▶ Activity:
Copy out the whole listing exactly as written, leaving the pictures behind.

▶ Records to process:
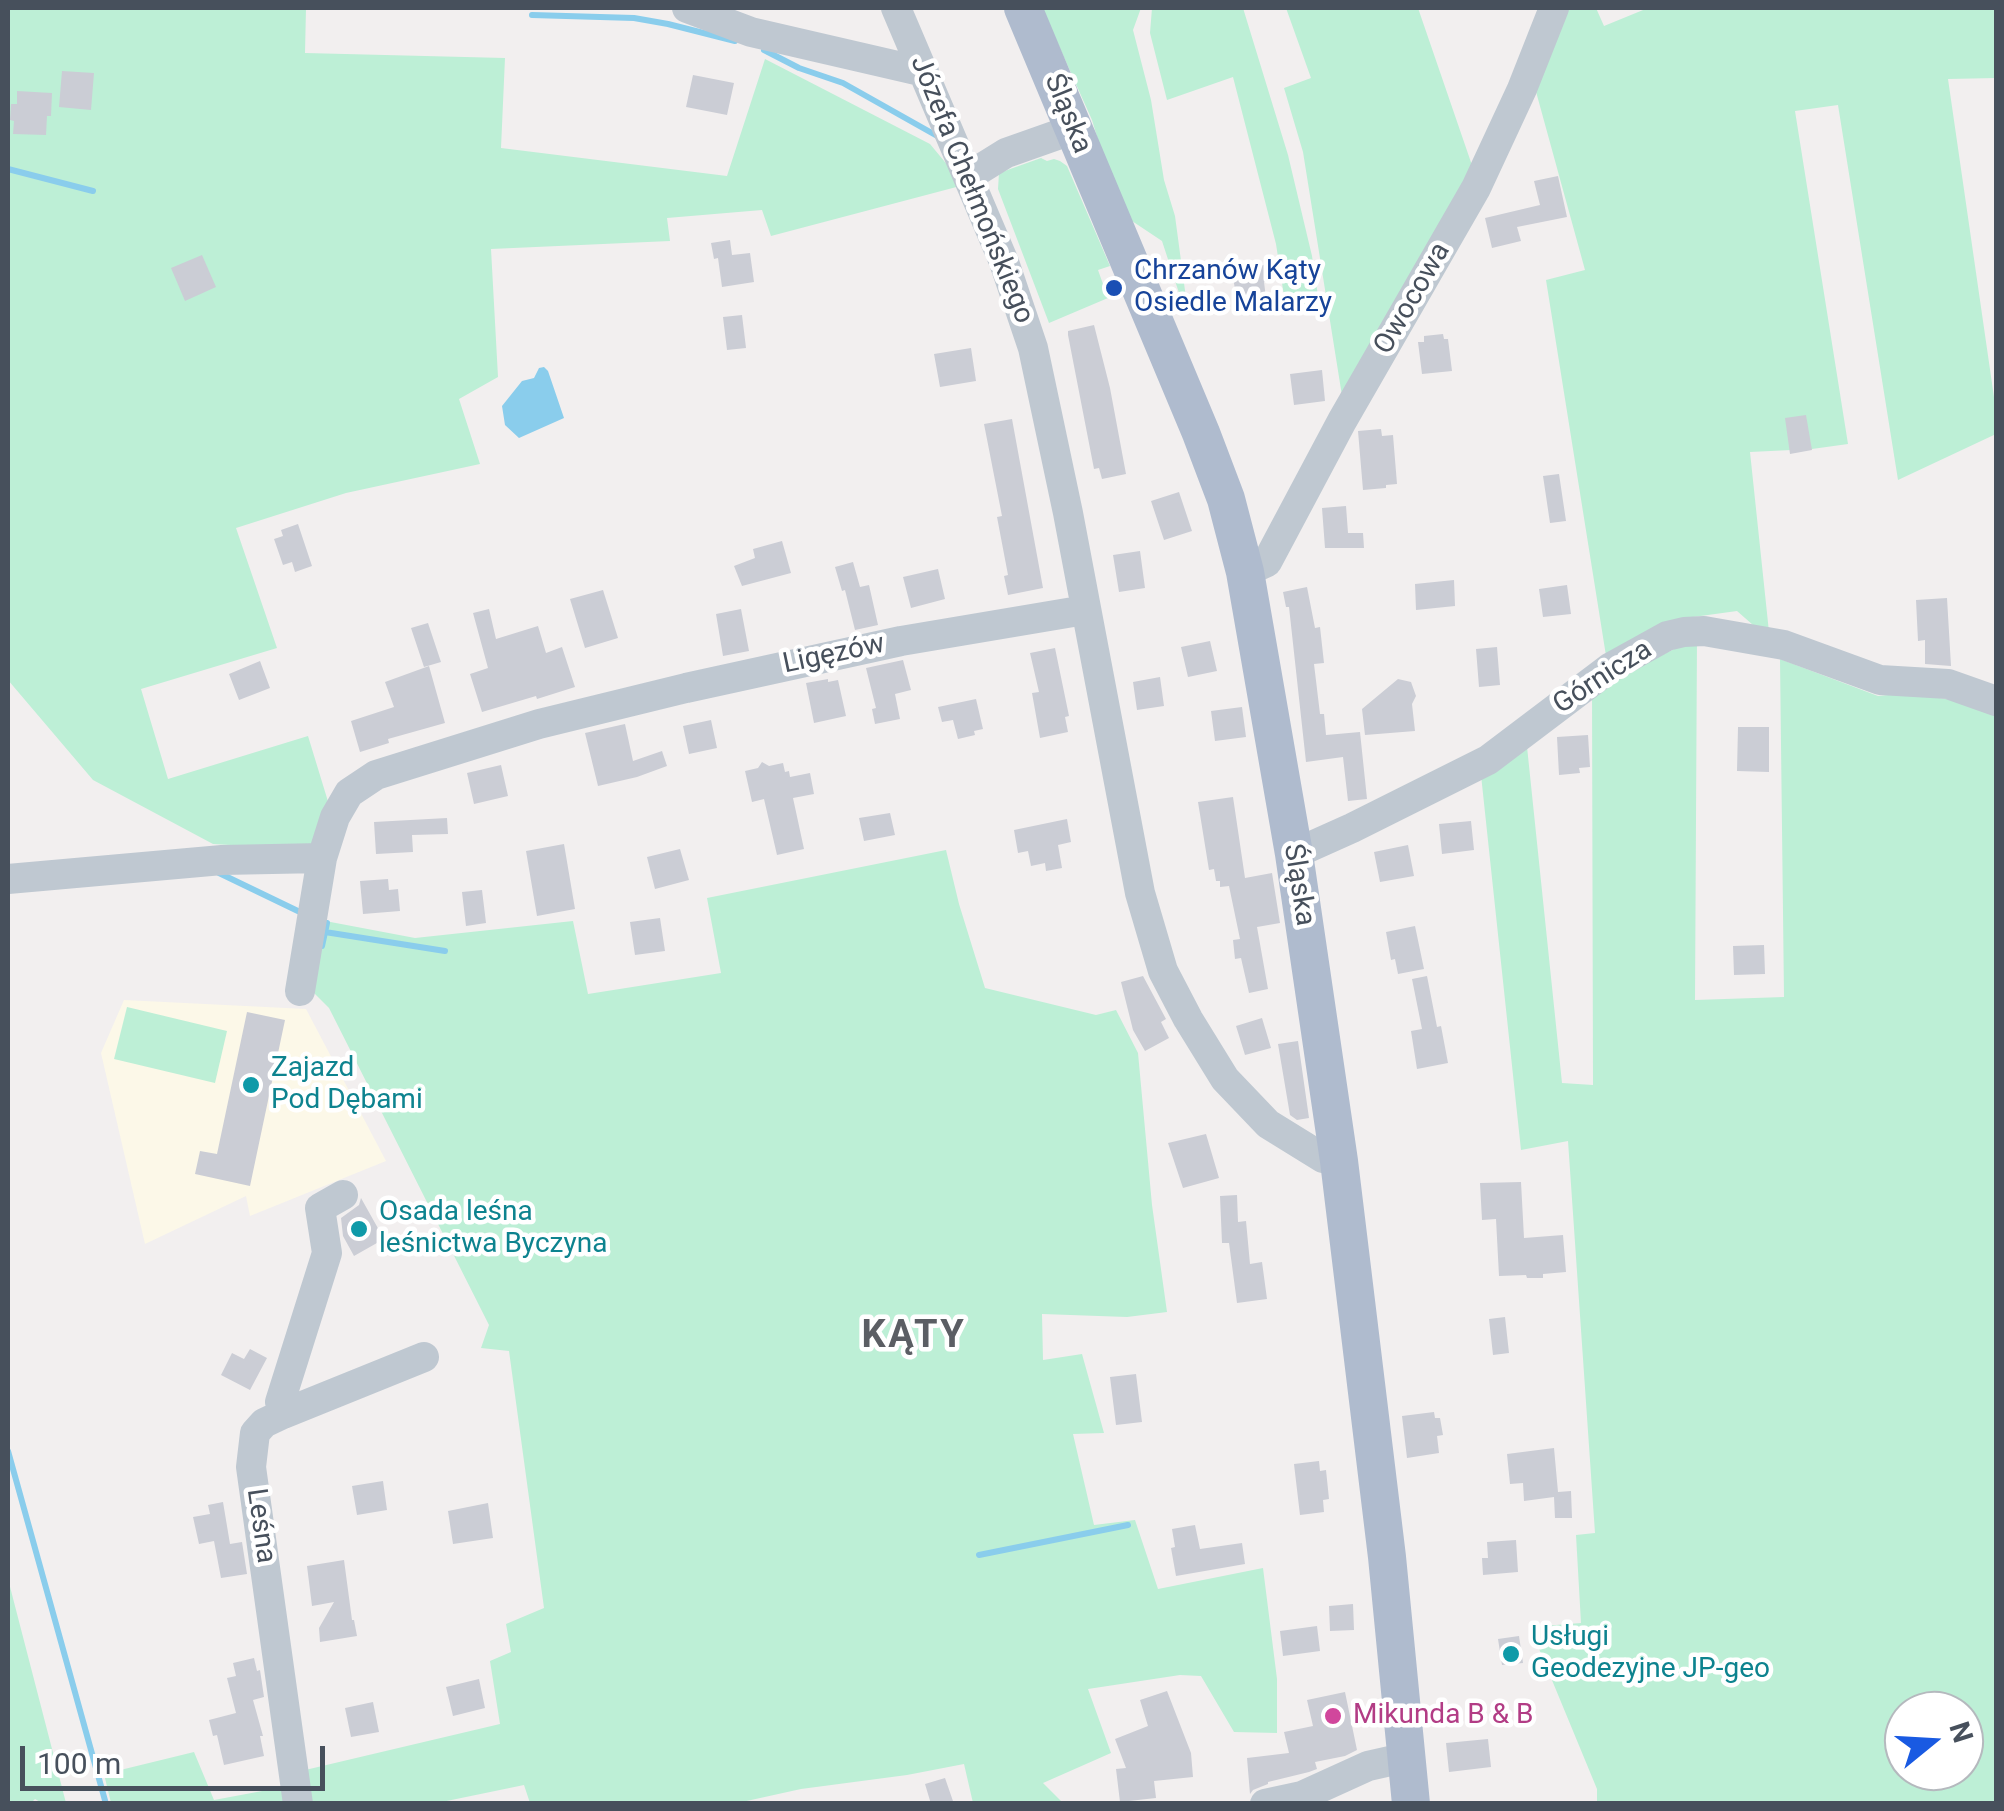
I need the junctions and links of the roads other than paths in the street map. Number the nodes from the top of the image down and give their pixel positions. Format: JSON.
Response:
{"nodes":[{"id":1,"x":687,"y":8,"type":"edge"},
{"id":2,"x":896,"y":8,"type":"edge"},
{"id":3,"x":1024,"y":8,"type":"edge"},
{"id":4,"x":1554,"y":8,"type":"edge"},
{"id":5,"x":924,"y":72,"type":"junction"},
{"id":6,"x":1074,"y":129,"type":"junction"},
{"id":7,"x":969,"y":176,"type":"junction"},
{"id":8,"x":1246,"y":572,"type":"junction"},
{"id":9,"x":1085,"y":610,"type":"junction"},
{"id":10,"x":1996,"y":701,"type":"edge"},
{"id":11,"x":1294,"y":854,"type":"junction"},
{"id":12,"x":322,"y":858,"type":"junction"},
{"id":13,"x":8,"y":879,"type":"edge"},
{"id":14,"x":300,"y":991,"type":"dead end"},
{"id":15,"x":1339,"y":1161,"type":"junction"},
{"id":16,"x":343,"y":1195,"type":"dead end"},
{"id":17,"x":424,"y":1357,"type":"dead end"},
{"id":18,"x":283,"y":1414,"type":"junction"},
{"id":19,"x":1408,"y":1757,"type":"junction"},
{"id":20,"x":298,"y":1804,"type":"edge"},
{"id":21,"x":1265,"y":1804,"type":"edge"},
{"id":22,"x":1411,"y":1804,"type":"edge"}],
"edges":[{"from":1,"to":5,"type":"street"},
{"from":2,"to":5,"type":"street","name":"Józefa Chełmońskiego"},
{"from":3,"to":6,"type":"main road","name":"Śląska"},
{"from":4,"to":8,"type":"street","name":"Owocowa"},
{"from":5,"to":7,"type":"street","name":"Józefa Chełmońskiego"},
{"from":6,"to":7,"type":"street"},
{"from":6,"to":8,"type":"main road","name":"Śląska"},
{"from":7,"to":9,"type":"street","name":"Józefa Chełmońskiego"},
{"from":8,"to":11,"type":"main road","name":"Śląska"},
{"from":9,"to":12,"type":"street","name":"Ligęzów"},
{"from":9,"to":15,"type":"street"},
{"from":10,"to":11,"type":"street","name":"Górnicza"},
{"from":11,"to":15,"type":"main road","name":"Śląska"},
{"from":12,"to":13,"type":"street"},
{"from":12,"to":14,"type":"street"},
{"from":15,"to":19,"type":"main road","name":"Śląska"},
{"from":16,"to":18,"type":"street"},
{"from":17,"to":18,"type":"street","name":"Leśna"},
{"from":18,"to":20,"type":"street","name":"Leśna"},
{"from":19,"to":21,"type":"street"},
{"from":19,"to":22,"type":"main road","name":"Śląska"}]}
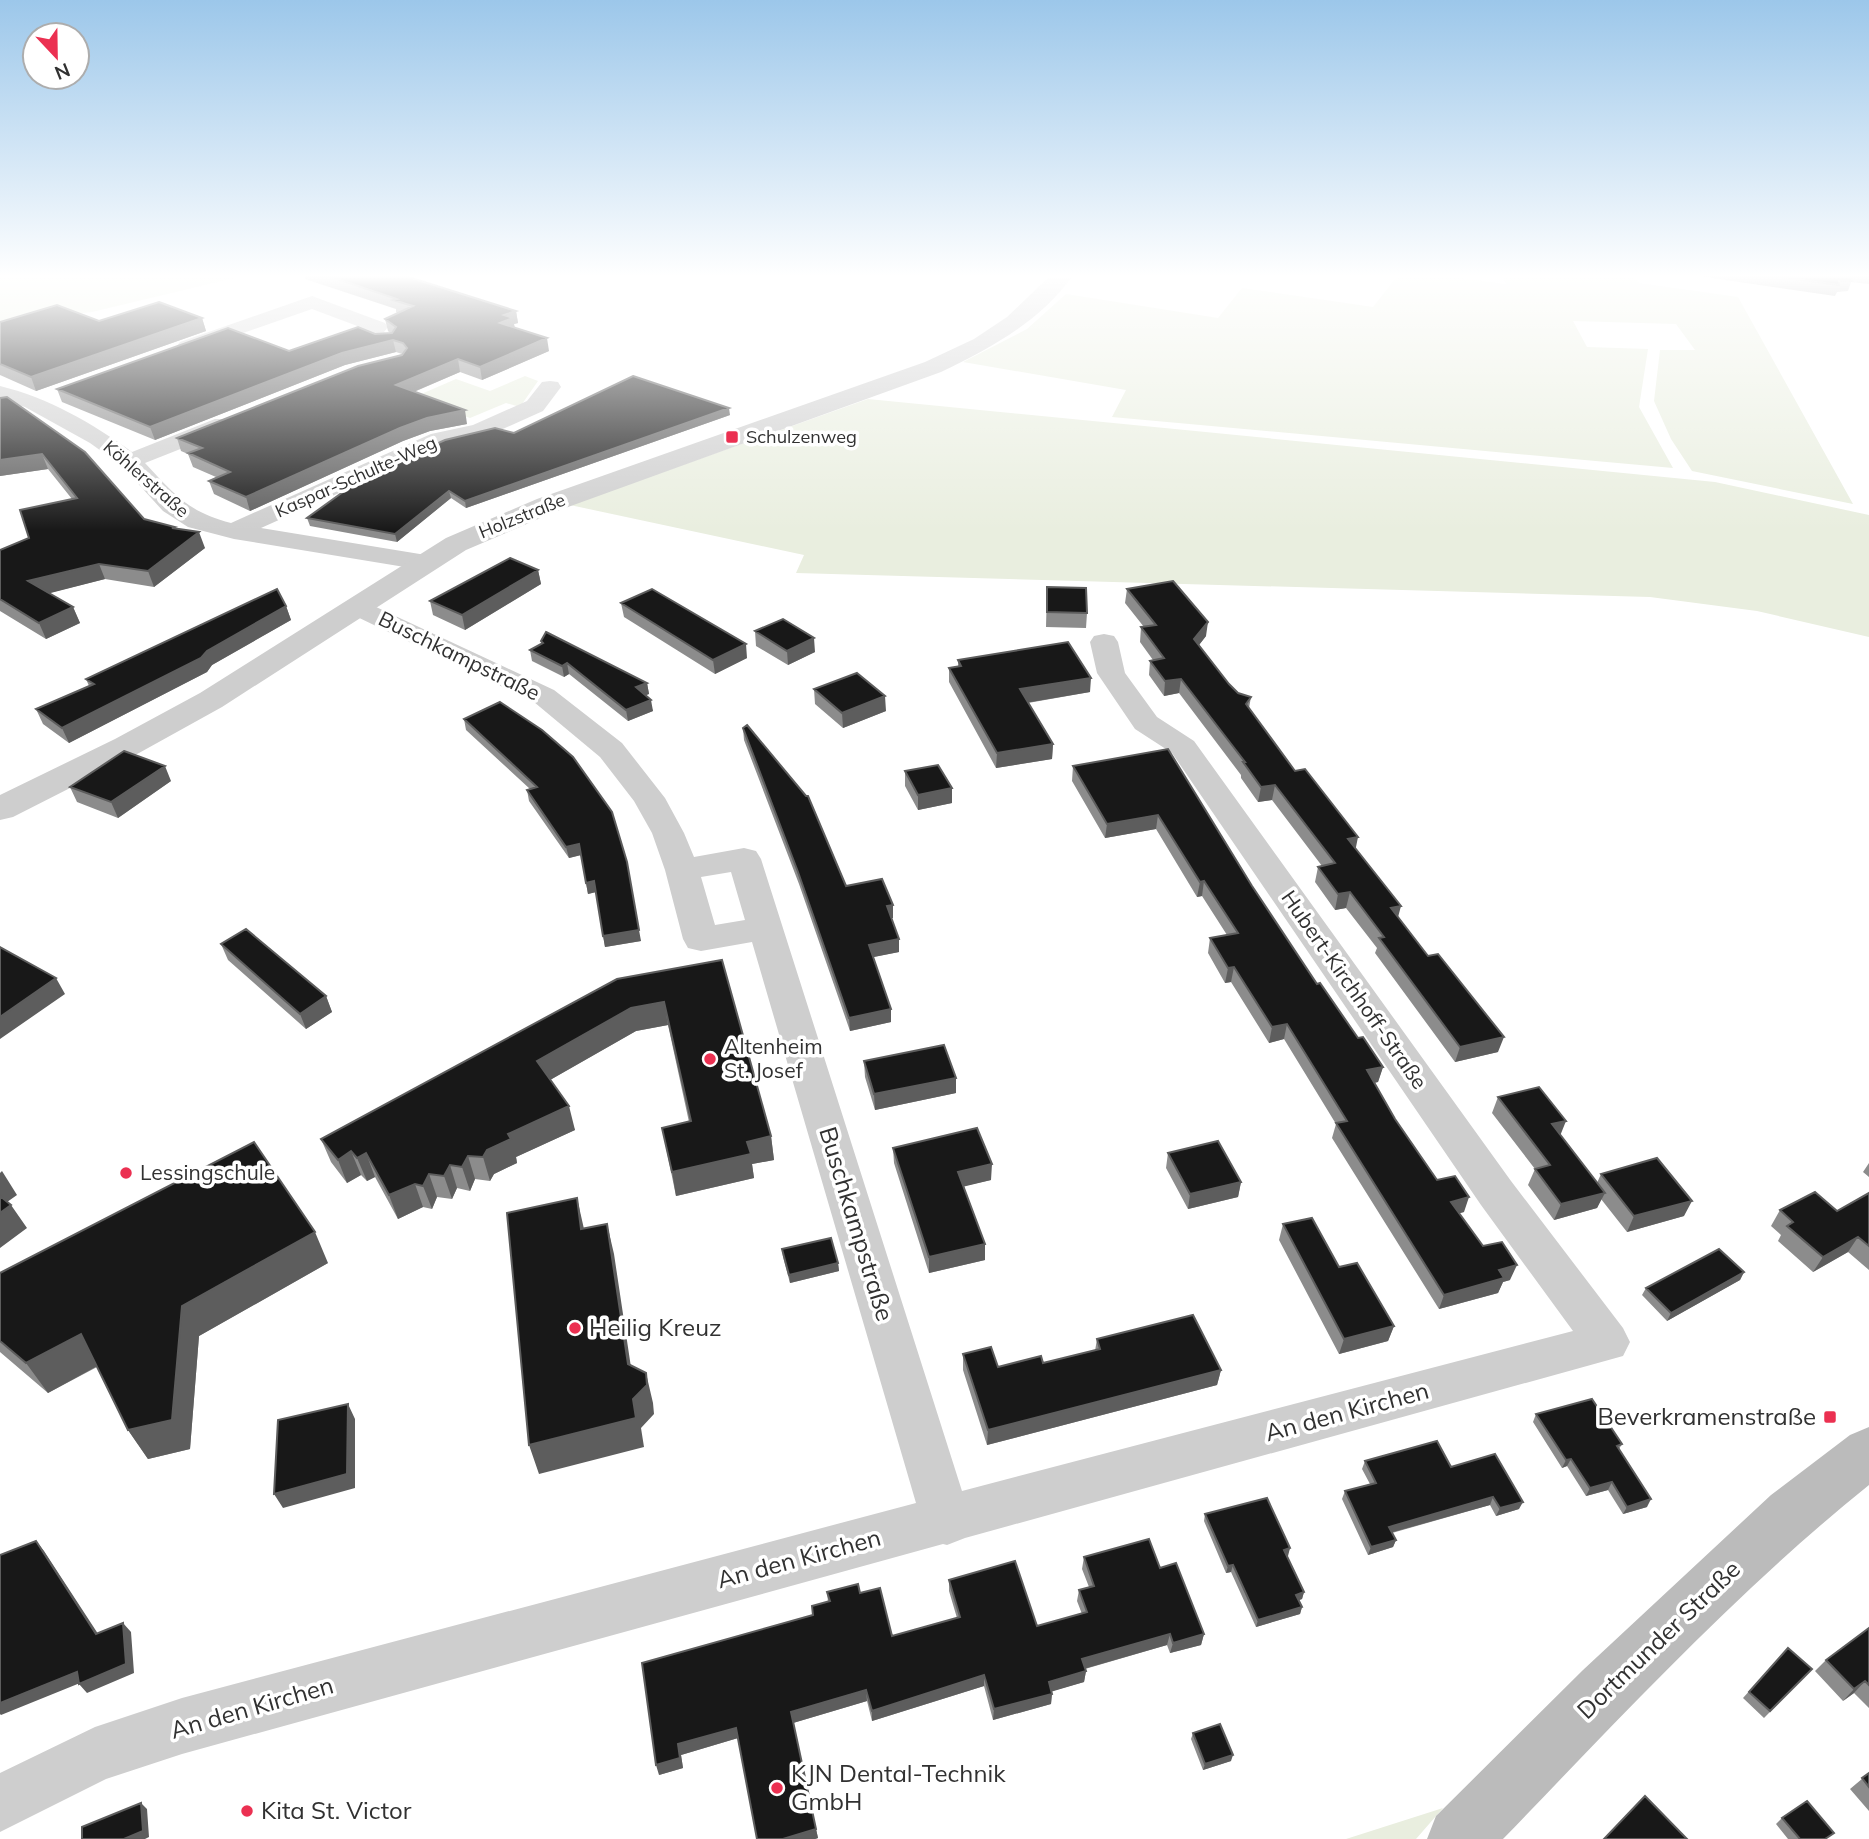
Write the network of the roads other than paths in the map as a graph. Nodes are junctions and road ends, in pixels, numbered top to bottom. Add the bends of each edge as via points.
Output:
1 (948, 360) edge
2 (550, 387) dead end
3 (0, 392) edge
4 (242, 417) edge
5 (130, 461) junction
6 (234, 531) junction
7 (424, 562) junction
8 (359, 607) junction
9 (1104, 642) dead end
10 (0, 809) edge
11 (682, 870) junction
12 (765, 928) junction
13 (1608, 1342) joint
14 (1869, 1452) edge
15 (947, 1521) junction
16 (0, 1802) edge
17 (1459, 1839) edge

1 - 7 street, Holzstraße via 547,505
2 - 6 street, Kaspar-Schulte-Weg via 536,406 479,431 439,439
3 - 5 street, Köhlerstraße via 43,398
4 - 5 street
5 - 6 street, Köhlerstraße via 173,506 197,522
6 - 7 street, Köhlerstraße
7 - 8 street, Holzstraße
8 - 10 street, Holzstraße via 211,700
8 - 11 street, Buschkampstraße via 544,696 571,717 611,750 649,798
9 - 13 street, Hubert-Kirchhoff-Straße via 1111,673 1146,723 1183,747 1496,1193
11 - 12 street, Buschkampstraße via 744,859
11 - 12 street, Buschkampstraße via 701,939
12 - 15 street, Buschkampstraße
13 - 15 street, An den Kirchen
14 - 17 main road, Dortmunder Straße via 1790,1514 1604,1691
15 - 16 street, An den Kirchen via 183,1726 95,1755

▶ Exercise result:
I need the junctions and links of the roads other than paths in the street map. Number the nodes from the top of the image down and give their pixel positions. Format: JSON.
Response:
{"nodes":[{"id":1,"x":687,"y":8,"type":"edge"},
{"id":2,"x":896,"y":8,"type":"edge"},
{"id":3,"x":1024,"y":8,"type":"edge"},
{"id":4,"x":1554,"y":8,"type":"edge"},
{"id":5,"x":924,"y":72,"type":"junction"},
{"id":6,"x":1074,"y":129,"type":"junction"},
{"id":7,"x":969,"y":176,"type":"junction"},
{"id":8,"x":1246,"y":572,"type":"junction"},
{"id":9,"x":1085,"y":610,"type":"junction"},
{"id":10,"x":1996,"y":701,"type":"edge"},
{"id":11,"x":1294,"y":854,"type":"junction"},
{"id":12,"x":322,"y":858,"type":"junction"},
{"id":13,"x":8,"y":879,"type":"edge"},
{"id":14,"x":300,"y":991,"type":"dead end"},
{"id":15,"x":1339,"y":1161,"type":"junction"},
{"id":16,"x":343,"y":1195,"type":"dead end"},
{"id":17,"x":424,"y":1357,"type":"dead end"},
{"id":18,"x":283,"y":1414,"type":"junction"},
{"id":19,"x":1408,"y":1757,"type":"junction"},
{"id":20,"x":298,"y":1804,"type":"edge"},
{"id":21,"x":1265,"y":1804,"type":"edge"},
{"id":22,"x":1411,"y":1804,"type":"edge"}],
"edges":[{"from":1,"to":5,"type":"street"},
{"from":2,"to":5,"type":"street","name":"Józefa Chełmońskiego"},
{"from":3,"to":6,"type":"main road","name":"Śląska"},
{"from":4,"to":8,"type":"street","name":"Owocowa"},
{"from":5,"to":7,"type":"street","name":"Józefa Chełmońskiego"},
{"from":6,"to":7,"type":"street"},
{"from":6,"to":8,"type":"main road","name":"Śląska"},
{"from":7,"to":9,"type":"street","name":"Józefa Chełmońskiego"},
{"from":8,"to":11,"type":"main road","name":"Śląska"},
{"from":9,"to":12,"type":"street","name":"Ligęzów"},
{"from":9,"to":15,"type":"street"},
{"from":10,"to":11,"type":"street","name":"Górnicza"},
{"from":11,"to":15,"type":"main road","name":"Śląska"},
{"from":12,"to":13,"type":"street"},
{"from":12,"to":14,"type":"street"},
{"from":15,"to":19,"type":"main road","name":"Śląska"},
{"from":16,"to":18,"type":"street"},
{"from":17,"to":18,"type":"street","name":"Leśna"},
{"from":18,"to":20,"type":"street","name":"Leśna"},
{"from":19,"to":21,"type":"street"},
{"from":19,"to":22,"type":"main road","name":"Śląska"}]}
Write the network of the roads other than paths in the map as a graph. Nodes are junctions and road ends, in pixels, numbered top to bottom. Add the bends of each edge as via points.
Output:
1 (948, 360) edge
2 (550, 387) dead end
3 (0, 392) edge
4 (242, 417) edge
5 (130, 461) junction
6 (234, 531) junction
7 (424, 562) junction
8 (359, 607) junction
9 (1104, 642) dead end
10 (0, 809) edge
11 (682, 870) junction
12 (765, 928) junction
13 (1608, 1342) joint
14 (1869, 1452) edge
15 (947, 1521) junction
16 (0, 1802) edge
17 (1459, 1839) edge

1 - 7 street, Holzstraße via 547,505
2 - 6 street, Kaspar-Schulte-Weg via 536,406 479,431 439,439
3 - 5 street, Köhlerstraße via 43,398
4 - 5 street
5 - 6 street, Köhlerstraße via 173,506 197,522
6 - 7 street, Köhlerstraße
7 - 8 street, Holzstraße
8 - 10 street, Holzstraße via 211,700
8 - 11 street, Buschkampstraße via 544,696 571,717 611,750 649,798
9 - 13 street, Hubert-Kirchhoff-Straße via 1111,673 1146,723 1183,747 1496,1193
11 - 12 street, Buschkampstraße via 744,859
11 - 12 street, Buschkampstraße via 701,939
12 - 15 street, Buschkampstraße
13 - 15 street, An den Kirchen
14 - 17 main road, Dortmunder Straße via 1790,1514 1604,1691
15 - 16 street, An den Kirchen via 183,1726 95,1755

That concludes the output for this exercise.